Cartoon showing a crash test dummy in a sitting position. — Car crash dummy image by OpenClipart-Vectors from Pixabay

The world is heading for catastrophe. We’re hooked on power hungry devices: our mobile phones and iPods, our Playstations and laptops. Wherever you turn people are using gadgets, and those gadgets are guzzling energy – energy that we desperately need to save. We are all doomed, doomed…unless of course a hero rides in on a white charger to save us from ourselves.

Don’t worry, the cognitive crash dummies are coming!

Actually the saviours may be people like professor of human-computer interaction, Bonnie John, and her then grad student, Annie Lu Luo: people who design cognitive crash dummies. When working at Carnegie Mellon University it was their job to figure out ways for deciding how well gadgets are designed.

If you’re designing a bridge you don’t want to have to build it before finding out if it stays up in an earthquake. If you’re designing a car, you don’t want to find out it isn’t safe by having people die in crashes.
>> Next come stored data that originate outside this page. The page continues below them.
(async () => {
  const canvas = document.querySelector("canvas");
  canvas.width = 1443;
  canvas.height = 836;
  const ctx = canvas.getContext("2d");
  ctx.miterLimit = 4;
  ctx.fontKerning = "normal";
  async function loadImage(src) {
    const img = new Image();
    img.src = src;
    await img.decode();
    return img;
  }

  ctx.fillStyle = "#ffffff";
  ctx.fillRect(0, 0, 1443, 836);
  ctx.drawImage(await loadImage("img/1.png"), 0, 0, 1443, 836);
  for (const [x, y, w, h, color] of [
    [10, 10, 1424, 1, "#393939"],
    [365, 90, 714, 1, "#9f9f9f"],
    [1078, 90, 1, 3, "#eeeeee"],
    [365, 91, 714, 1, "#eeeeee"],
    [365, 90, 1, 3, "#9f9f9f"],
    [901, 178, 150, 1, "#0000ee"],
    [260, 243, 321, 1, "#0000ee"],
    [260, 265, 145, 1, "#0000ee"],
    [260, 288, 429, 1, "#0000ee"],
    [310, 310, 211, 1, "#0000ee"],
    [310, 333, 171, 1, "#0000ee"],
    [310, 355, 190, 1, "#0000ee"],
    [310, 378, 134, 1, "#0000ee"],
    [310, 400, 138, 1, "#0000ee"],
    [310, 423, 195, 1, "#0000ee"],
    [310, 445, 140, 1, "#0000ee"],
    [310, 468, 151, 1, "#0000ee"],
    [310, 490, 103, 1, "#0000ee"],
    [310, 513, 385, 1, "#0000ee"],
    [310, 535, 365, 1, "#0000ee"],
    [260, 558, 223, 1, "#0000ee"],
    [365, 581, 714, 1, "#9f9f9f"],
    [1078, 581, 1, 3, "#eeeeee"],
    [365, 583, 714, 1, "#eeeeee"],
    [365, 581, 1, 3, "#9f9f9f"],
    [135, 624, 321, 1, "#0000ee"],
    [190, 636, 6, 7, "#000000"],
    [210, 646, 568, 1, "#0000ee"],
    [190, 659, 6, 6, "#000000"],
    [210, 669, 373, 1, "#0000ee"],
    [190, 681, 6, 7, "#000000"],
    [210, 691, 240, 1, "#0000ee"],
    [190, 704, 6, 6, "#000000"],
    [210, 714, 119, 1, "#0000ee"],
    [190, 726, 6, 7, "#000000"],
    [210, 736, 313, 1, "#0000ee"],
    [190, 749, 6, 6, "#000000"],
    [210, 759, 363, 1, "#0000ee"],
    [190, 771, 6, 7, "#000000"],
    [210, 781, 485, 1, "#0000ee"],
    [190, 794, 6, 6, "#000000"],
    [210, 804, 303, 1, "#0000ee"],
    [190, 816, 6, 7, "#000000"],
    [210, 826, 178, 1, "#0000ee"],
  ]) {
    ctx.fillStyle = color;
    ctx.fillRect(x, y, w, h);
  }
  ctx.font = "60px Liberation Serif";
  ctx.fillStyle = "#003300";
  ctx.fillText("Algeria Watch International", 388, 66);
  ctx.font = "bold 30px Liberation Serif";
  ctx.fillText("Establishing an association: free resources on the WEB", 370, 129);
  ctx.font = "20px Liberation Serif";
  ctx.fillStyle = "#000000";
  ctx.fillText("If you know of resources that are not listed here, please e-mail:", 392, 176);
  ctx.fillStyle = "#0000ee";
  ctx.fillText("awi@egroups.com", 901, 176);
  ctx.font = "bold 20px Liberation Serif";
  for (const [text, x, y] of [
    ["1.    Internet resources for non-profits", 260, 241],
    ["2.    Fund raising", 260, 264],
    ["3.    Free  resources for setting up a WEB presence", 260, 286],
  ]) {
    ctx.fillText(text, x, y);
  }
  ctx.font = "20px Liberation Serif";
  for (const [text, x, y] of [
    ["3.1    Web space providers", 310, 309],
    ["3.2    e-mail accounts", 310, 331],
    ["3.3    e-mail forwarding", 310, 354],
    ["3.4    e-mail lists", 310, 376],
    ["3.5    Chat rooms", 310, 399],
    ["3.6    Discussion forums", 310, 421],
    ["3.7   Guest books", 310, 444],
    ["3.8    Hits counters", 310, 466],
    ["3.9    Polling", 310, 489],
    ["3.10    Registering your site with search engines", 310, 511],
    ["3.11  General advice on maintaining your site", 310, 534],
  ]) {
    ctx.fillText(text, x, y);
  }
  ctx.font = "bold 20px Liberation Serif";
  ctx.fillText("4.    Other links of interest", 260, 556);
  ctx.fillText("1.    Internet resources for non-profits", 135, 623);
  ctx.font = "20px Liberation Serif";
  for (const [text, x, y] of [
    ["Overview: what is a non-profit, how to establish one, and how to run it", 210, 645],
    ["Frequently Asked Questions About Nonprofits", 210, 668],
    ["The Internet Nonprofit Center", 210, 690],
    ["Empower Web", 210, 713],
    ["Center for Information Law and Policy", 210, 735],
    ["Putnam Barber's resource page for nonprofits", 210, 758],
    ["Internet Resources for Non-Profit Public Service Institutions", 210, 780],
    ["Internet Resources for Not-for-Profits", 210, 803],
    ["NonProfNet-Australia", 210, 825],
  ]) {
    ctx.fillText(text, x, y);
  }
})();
Engineers use models – sometimes physical ones, sometimes mathematical ones – that show in advance what will happen. How big an earthquake can the bridge cope with? The mathematical model tells you. How slow must the car go to avoid killing the baby in the back? A crash test dummy will show you.

Even when safety isn’t the issue, engineers want models that can predict how well their designs perform. So what about designers of computer gadgets? Do they have any models to do predictions with? As it happens, they do. Their models are called ‘human behavioural models’, but think of them as ‘cognitive crash dummies’. They are mathematical models of the way people behave, and the idea is you can use them to predict how easy computer interfaces are to use.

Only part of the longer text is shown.